Summarize the document below using the following step-by-step process. Show your work at each step before producing the final summary. Step 1 – Identify the main topic: State the central subject in one sentence. Step 2 – List key sections: Name each major section or argument. Step 3 – Extract the core claim per section: One sentence per section. Step 4 – Identify the overall conclusion: What does the document ultimately argue or recommend? Step 5 – Write the final summary: Synthesize steps 1–4 into a coherent paragraph of no more than [WORD_LIMIT] words. Document: [PASTE DOCUMENT HERE]
How to use: The intermediate steps help you audit the summary's logic; remove them in the final output if sharing externally.
Summarize recurring themes across multiple articles
advancedSynthesizes multiple articles into a discourse map; ideal for literature scanning or competitive analysis.
Below are [NUMBER] articles on the topic of [TOPIC]. Read all of them and produce a cross-article synthesis: 1. **Shared themes** (bullet list): ideas that appear in multiple articles, with a note on how many mention each. 2. **Contrasting perspectives** (bullet list): where articles take different stances, and what the divide is. 3. **Emerging trends** (bullet list): new ideas or angles that appear in only the more recent articles. 4. **Synthesis paragraph** (max 200 words): a coherent overview of the current state of discourse on [TOPIC]. Articles: [PASTE ALL ARTICLES HERE, separated by '---']
How to use: Separate each article with '---' and label them (Article 1, Article 2…) for cleaner attribution in the output.
Summarize a technical document into a non-technical one-pager
intermediateTurns technical documentation into a clean one-pager for non-technical stakeholders; great for investor or executive decks.
You are a technical writer creating a one-pager for [AUDIENCE, e.g. 'investors with no engineering background']. Read the technical document below and produce a one-page summary (max [WORD_LIMIT, e.g. 400] words) structured as: - **The Problem** (2–3 sentences) - **The Solution** (2–3 sentences, no technical jargon) - **How It Works** (3–5 bullet points, each one plain-English analogy or simple explanation) - **Key Benefits** (bullet list) - **Current Status / Next Steps** (2 sentences) Avoid acronyms unless defined. Use analogies to familiar concepts where helpful. Document: [PASTE DOCUMENT HERE]
How to use: The more specific you are about [AUDIENCE], the better the analogies and vocabulary will be calibrated.
Summarize and score a document for relevance to a goal
advancedScores and filters a document by relevance to a stated goal, then summarizes only the relevant portions.

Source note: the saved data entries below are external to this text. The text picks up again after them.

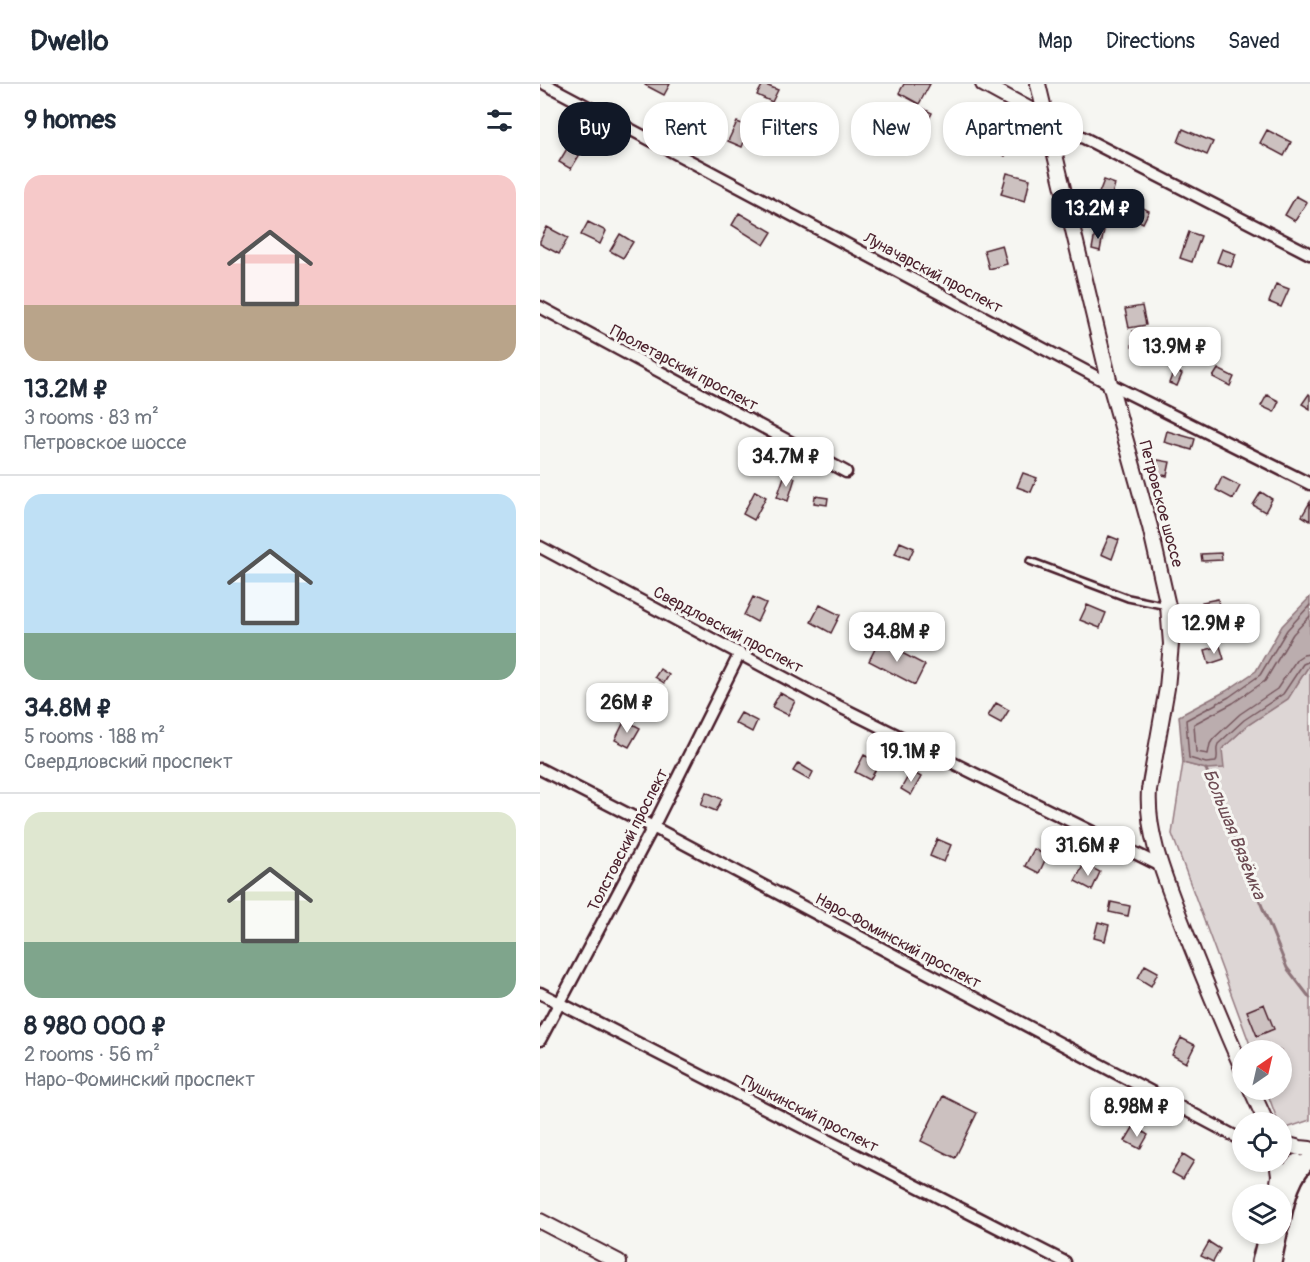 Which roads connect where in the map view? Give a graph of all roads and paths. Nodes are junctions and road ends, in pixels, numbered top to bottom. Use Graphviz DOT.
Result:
graph roads {
  1 [pos="545,84"];
  2 [pos="982,84"];
  3 [pos="1038,84"];
  4 [pos="1015,102"];
  5 [pos="1043,102"];
  6 [pos="1083,137"];
  7 [pos="1056,156"];
  8 [pos="1310,254"];
  9 [pos="540,307"];
  10 [pos="1110,384"];
  11 [pos="846,472"];
  12 [pos="1310,483"];
  13 [pos="540,547"];
  14 [pos="1029,561"];
  15 [pos="1168,606"];
  16 [pos="740,653"];
  17 [pos="540,769"];
  18 [pos="653,827"];
  19 [pos="1161,866"];
  20 [pos="540,993"];
  21 [pos="560,1003"];
  22 [pos="540,1040"];
  23 [pos="1232,1045"];
  24 [pos="1232,1135"];
  25 [pos="1292,1146"];
  26 [pos="1310,1152"];
  27 [pos="1302,1163"];
  28 [pos="1281,1184"];
  29 [pos="1292,1186"];
  30 [pos="540,1221"];
  31 [pos="1264,1244"];
  32 [pos="1277,1244"];
  33 [pos="619,1262"];
  34 [pos="1065,1262"];
  35 [pos="1260,1262"];
  36 [pos="1273,1262"];
  1 -- 10 [label="street, Луначарский проспект"];
  2 -- 4 [label="street"];
  3 -- 5 [label="street, Петровское шоссе"];
  6 -- 8 [label="street"];
  7 -- 10 [label="street, Петровское шоссе"];
  9 -- 11 [label="street, Пролетарский проспект"];
  10 -- 12 [label="street, Луначарский проспект"];
  10 -- 15 [label="street, Петровское шоссе"];
  13 -- 16 [label="street, Свердловский проспект"];
  14 -- 15 [label="lane"];
  15 -- 19 [label="street, Петровское шоссе"];
  16 -- 18 [label="street, Толстовский проспект"];
  16 -- 19 [label="street, Свердловский проспект"];
  17 -- 18 [label="street, Наро-Фоминский проспект"];
  18 -- 21 [label="street, Толстовский проспект"];
  18 -- 24 [label="street, Наро-Фоминский проспект"];
  19 -- 23 [label="street, Петровское шоссе"];
  20 -- 21 [label="street, Пушкинский проспект"];
  21 -- 22 [label="street, Толстовский проспект"];
  21 -- 34 [label="street, Пушкинский проспект"];
  25 -- 26 [label="street"];
  26 -- 27 [label="main road"];
  27 -- 28 [label="main road"];
  27 -- 29 [label="main road"];
  30 -- 33 [label="street"];
  31 -- 35 [label="main road"];
  32 -- 36 [label="main road"];
}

You will read a document and evaluate how relevant it is to the following goal: [GOAL, e.g. 'understanding the competitive landscape for electric vehicle batteries in Europe']. Produce: 1. **Relevance score**: rate the document's relevance to the goal on a scale of 1–10 and explain the score in 2 sentences. 2. **Relevant content** (bullet list): the specific sections, data points, or claims that directly support the goal. 3. **Irrelevant or off-topic content** (1 sentence): briefly characterize what can be ignored. 4. **Summary of relevant content** (max 150 words): a focused summary of only the parts that serve the goal. Document: [PASTE DOCUMENT HERE]

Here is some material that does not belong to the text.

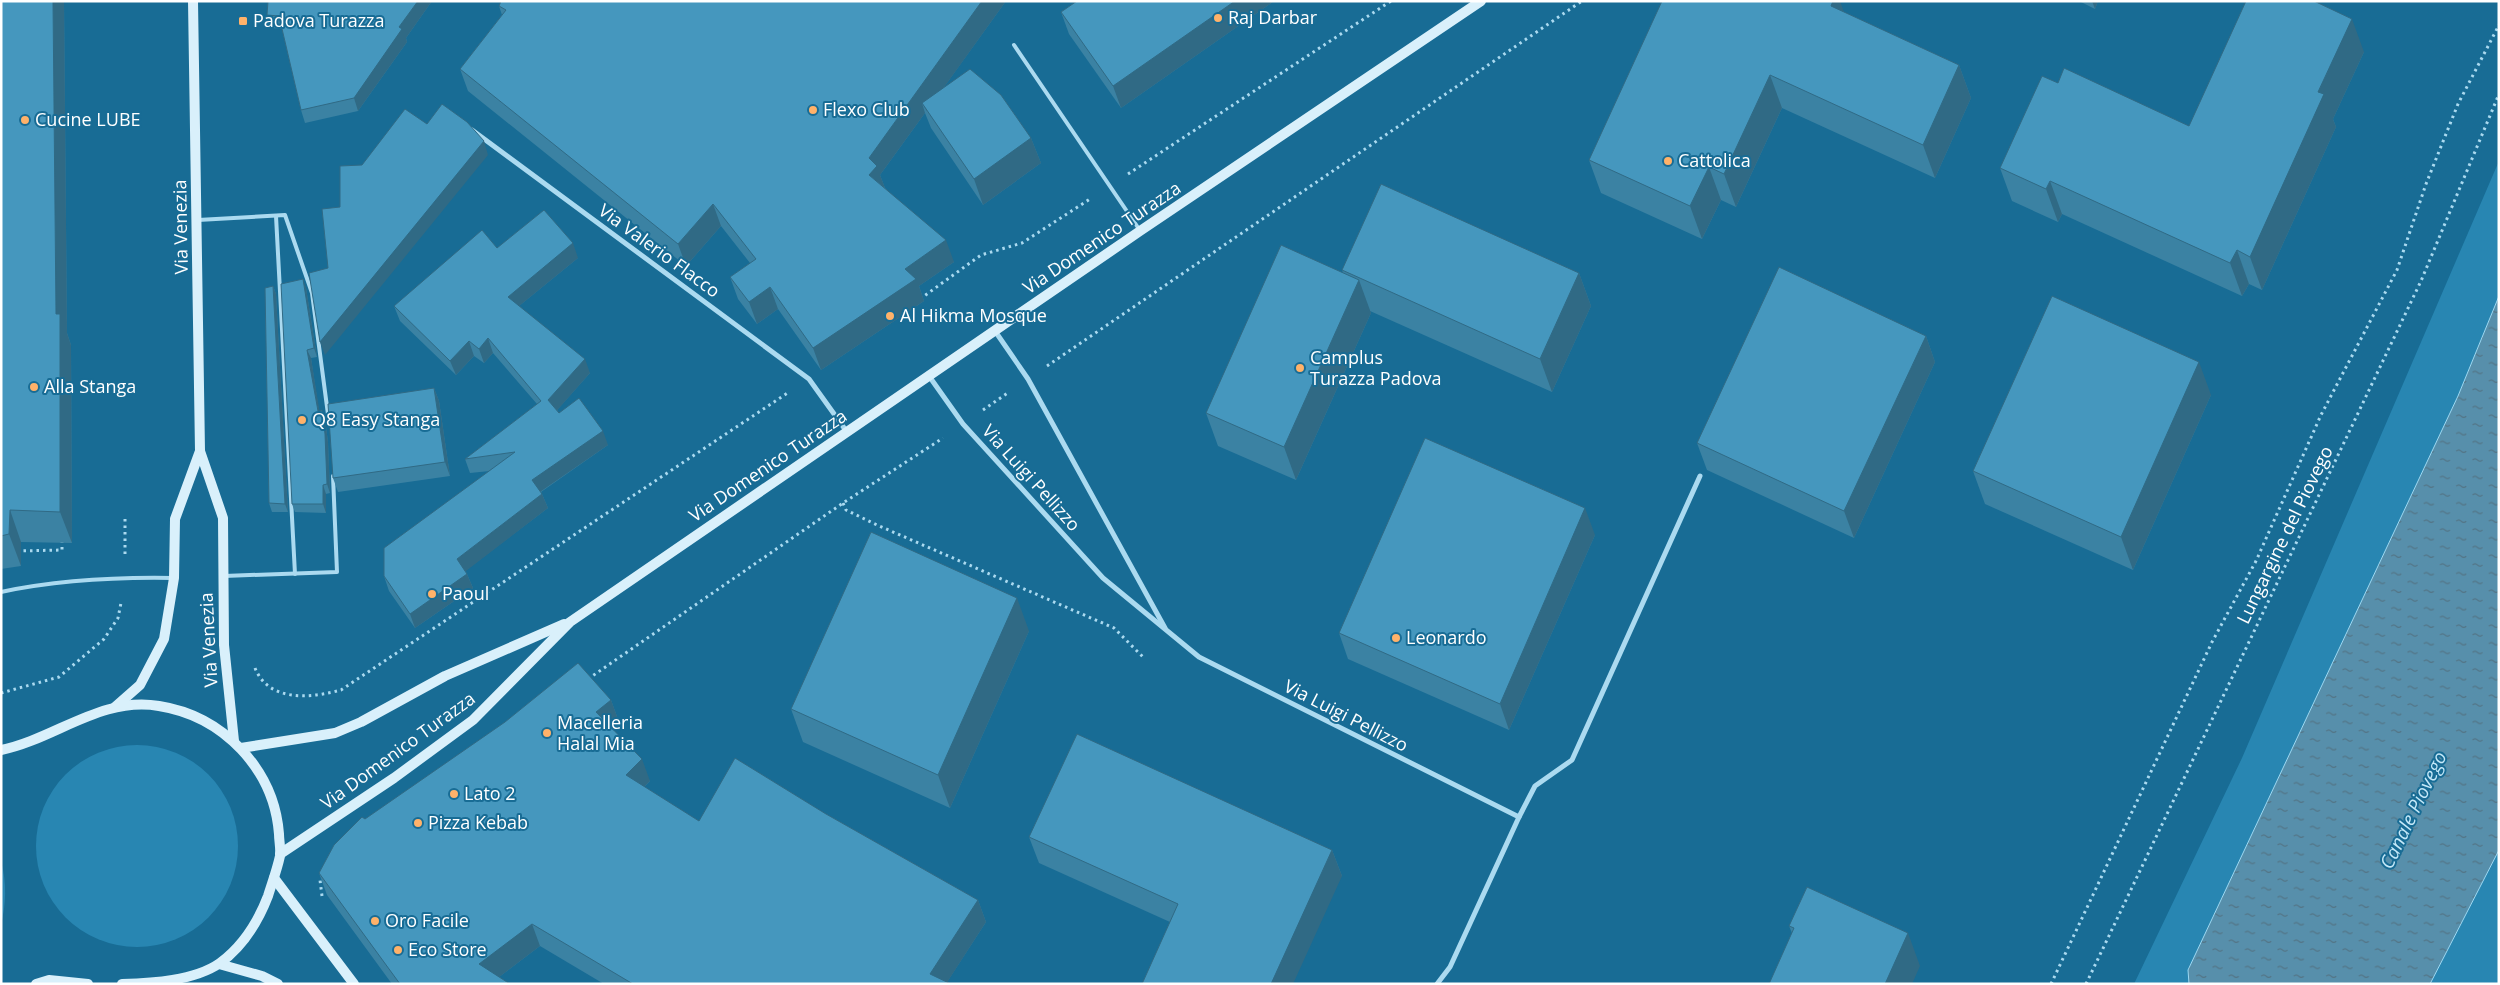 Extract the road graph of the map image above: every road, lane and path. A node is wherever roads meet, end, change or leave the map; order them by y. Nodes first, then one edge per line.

How to use: Use [GOAL] to define a precise research question so the relevance score and filtered summary are actionable.
Generate a briefing memo from a long report
intermediateFormats a report into a professional briefing memo with standard structure; ready to send to leadership.
Using the report below, write a formal briefing memo addressed to [RECIPIENT, e.g. 'the Director of Operations']. Follow standard memo format: **TO**: [RECIPIENT] **FROM**: [SENDER_NAME_OR_ROLE] **DATE**: [DATE] **RE**: Summary of [REPORT_TITLE] **Purpose** (1 sentence): why this memo is being sent. **Background** (2–3 sentences): essential context. **Key Findings** (numbered list, max [NUMBER] items). **Recommended Actions** (numbered list). **Conclusion** (1–2 sentences): the bottom line. Keep the total memo under [WORD_LIMIT, e.g. 500] words. Use formal, clear language. Report: [PASTE REPORT HERE]
How to use: Fill in all the header placeholders before using; they make the memo immediately ready to send.